[Opening Data extract section]

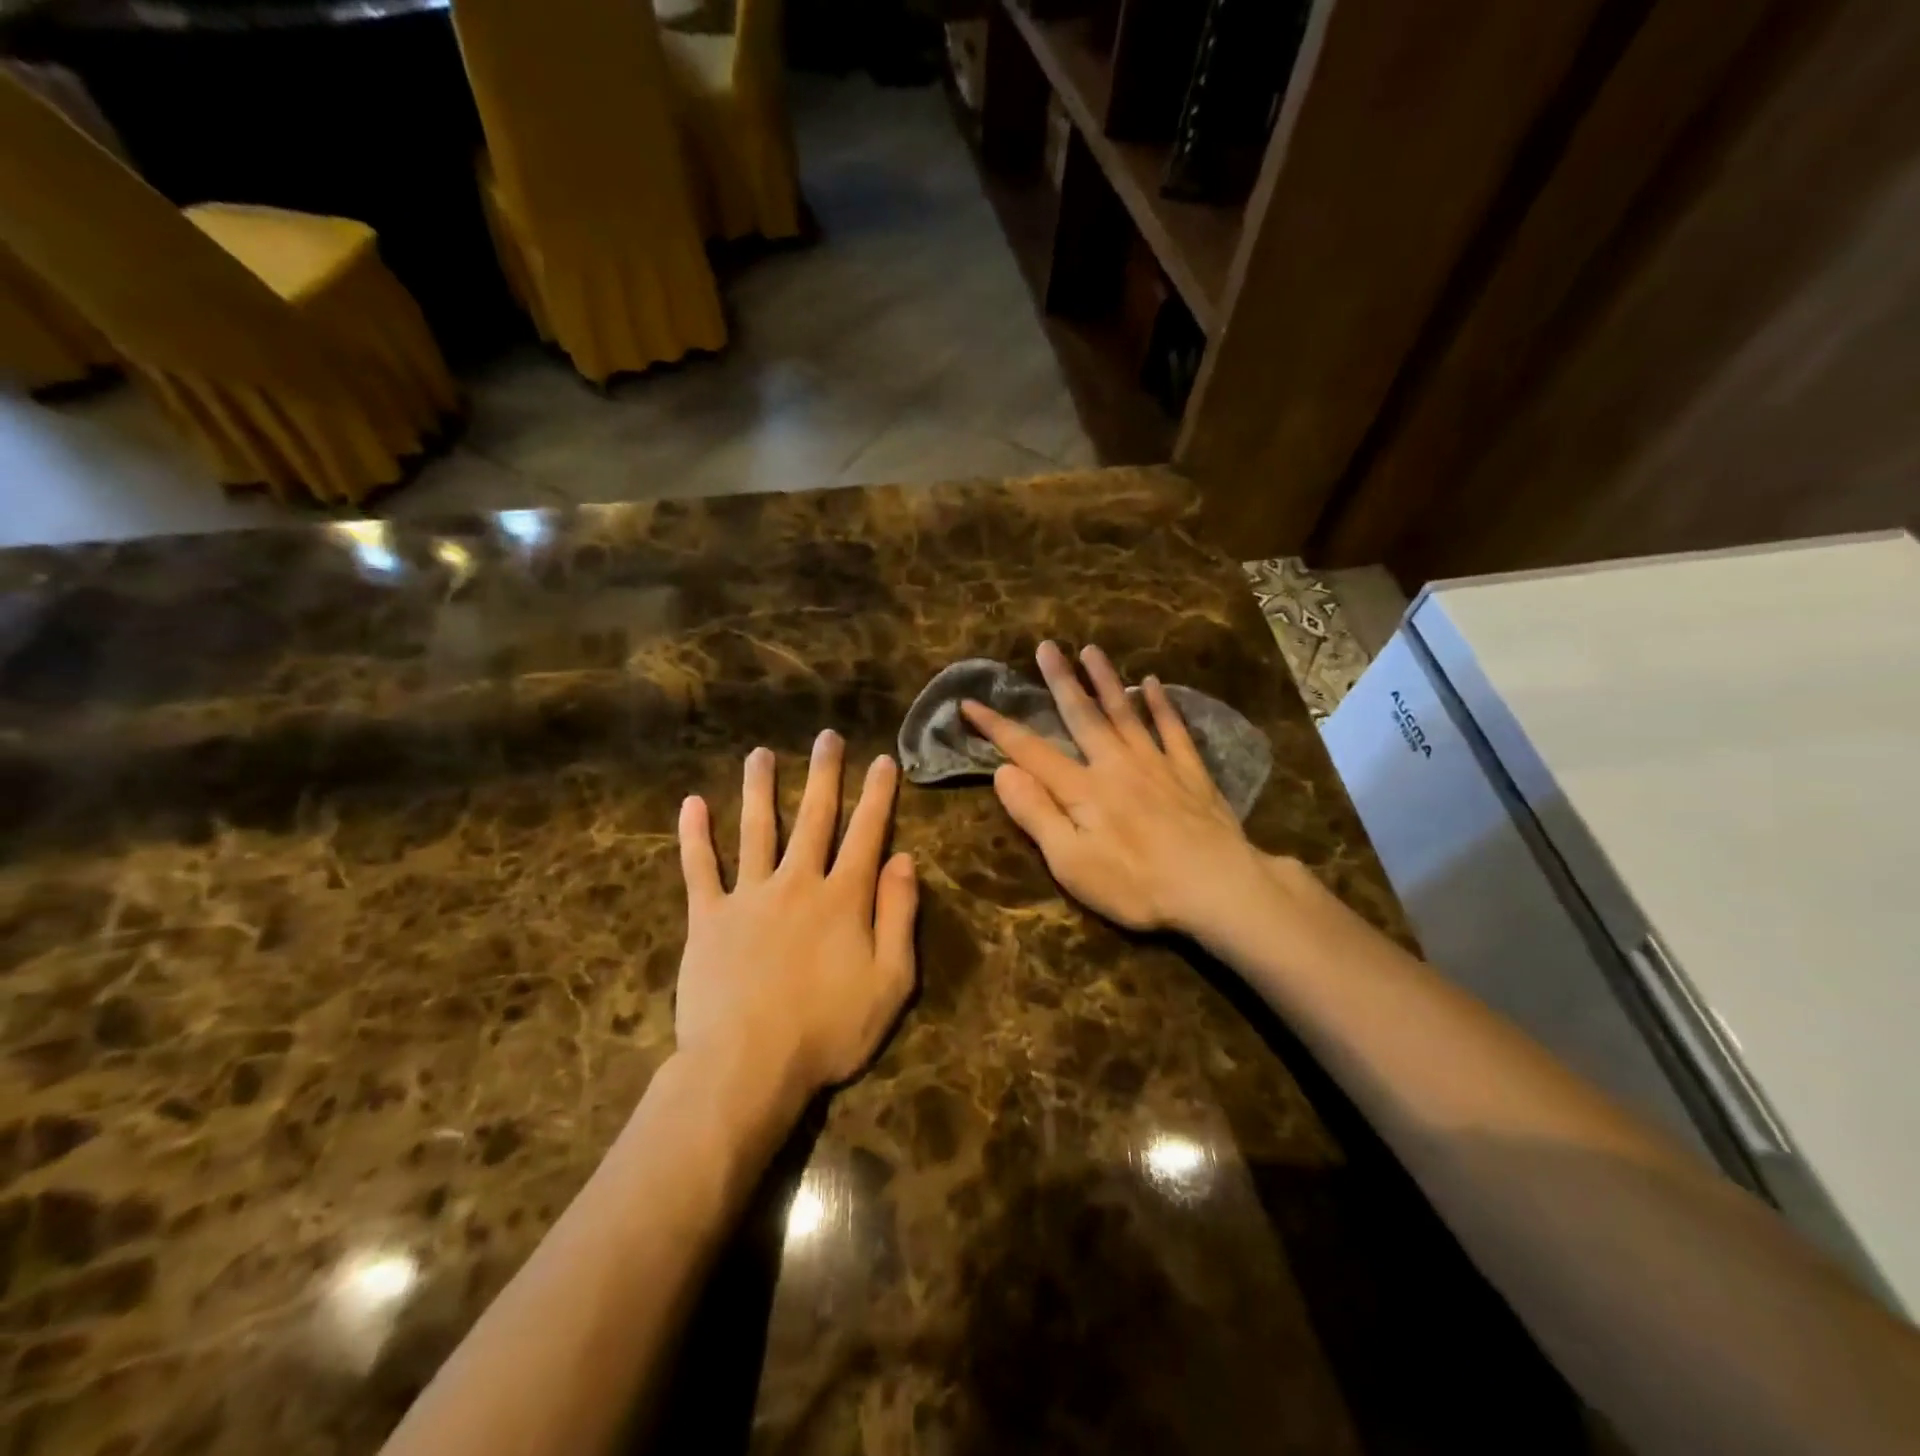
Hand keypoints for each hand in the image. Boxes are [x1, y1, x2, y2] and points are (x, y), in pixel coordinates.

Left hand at [675, 732, 918, 1109]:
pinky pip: (700, 869)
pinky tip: (691, 804)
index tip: (882, 760)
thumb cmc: (828, 1030)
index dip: (877, 795)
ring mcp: (748, 896)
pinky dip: (694, 836)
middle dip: (824, 774)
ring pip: (756, 829)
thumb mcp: (891, 982)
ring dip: (760, 788)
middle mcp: (797, 882)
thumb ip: (899, 916)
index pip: (866, 834)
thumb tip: (905, 859)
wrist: (747, 1066)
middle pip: (814, 817)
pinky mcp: (709, 918)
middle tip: (827, 737)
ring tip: (760, 753)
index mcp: (843, 897)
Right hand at [961, 641, 1280, 936]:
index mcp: (1083, 789)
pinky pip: (1173, 729)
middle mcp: (1116, 764)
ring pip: (1125, 713)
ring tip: (1091, 650)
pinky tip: (1154, 684)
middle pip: (1082, 716)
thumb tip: (1003, 771)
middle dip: (1060, 681)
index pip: (1030, 750)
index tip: (970, 703)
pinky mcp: (1190, 774)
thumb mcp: (1072, 862)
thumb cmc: (1137, 885)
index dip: (997, 727)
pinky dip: (1162, 705)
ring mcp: (1157, 764)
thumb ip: (1037, 814)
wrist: (1217, 887)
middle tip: (1046, 647)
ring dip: (1106, 680)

[Closing Data extract section]

### What the exercise asks
Please give the data above again in exact form and omit every picture.

### Exercise answer
Hand keypoints for each hand in the image. Boxes are [x1, y1, x2, y2] and points are (x, y), in pixel coordinates.

Left hand at [675, 732, 918, 1109]:
pinky pip: (700, 869)
pinky tip: (691, 804)
index tip: (882, 760)
thumb cmc: (828, 1030)
index dip: (877, 795)
ring mcp: (748, 896)
pinky dip: (694, 836)
middle dip: (824, 774)
ring pip: (756, 829)
thumb mcp: (891, 982)
ring dip: (760, 788)
middle mcp: (797, 882)
thumb ip: (899, 916)
index pip: (866, 834)
thumb tip: (905, 859)
wrist: (747, 1066)
middle pip: (814, 817)
pinky mcp: (709, 918)
middle tip: (827, 737)
ring tip: (760, 753)
index mcp: (843, 897)
Right hand at [961, 641, 1280, 936]:
index mcp: (1083, 789)
pinky pip: (1173, 729)
middle mcp: (1116, 764)
ring pip: (1125, 713)
ring tip: (1091, 650)
pinky tip: (1154, 684)
middle pip: (1082, 716)
thumb tip: (1003, 771)
middle dip: (1060, 681)
index pip: (1030, 750)
index tip: (970, 703)
pinky mcp: (1190, 774)
thumb mcp: (1072, 862)
thumb cmc: (1137, 885)
index dip: (997, 727)
pinky dip: (1162, 705)
ring mcp: (1157, 764)
thumb ip: (1037, 814)
wrist: (1217, 887)
middle tip: (1046, 647)
ring dip: (1106, 680)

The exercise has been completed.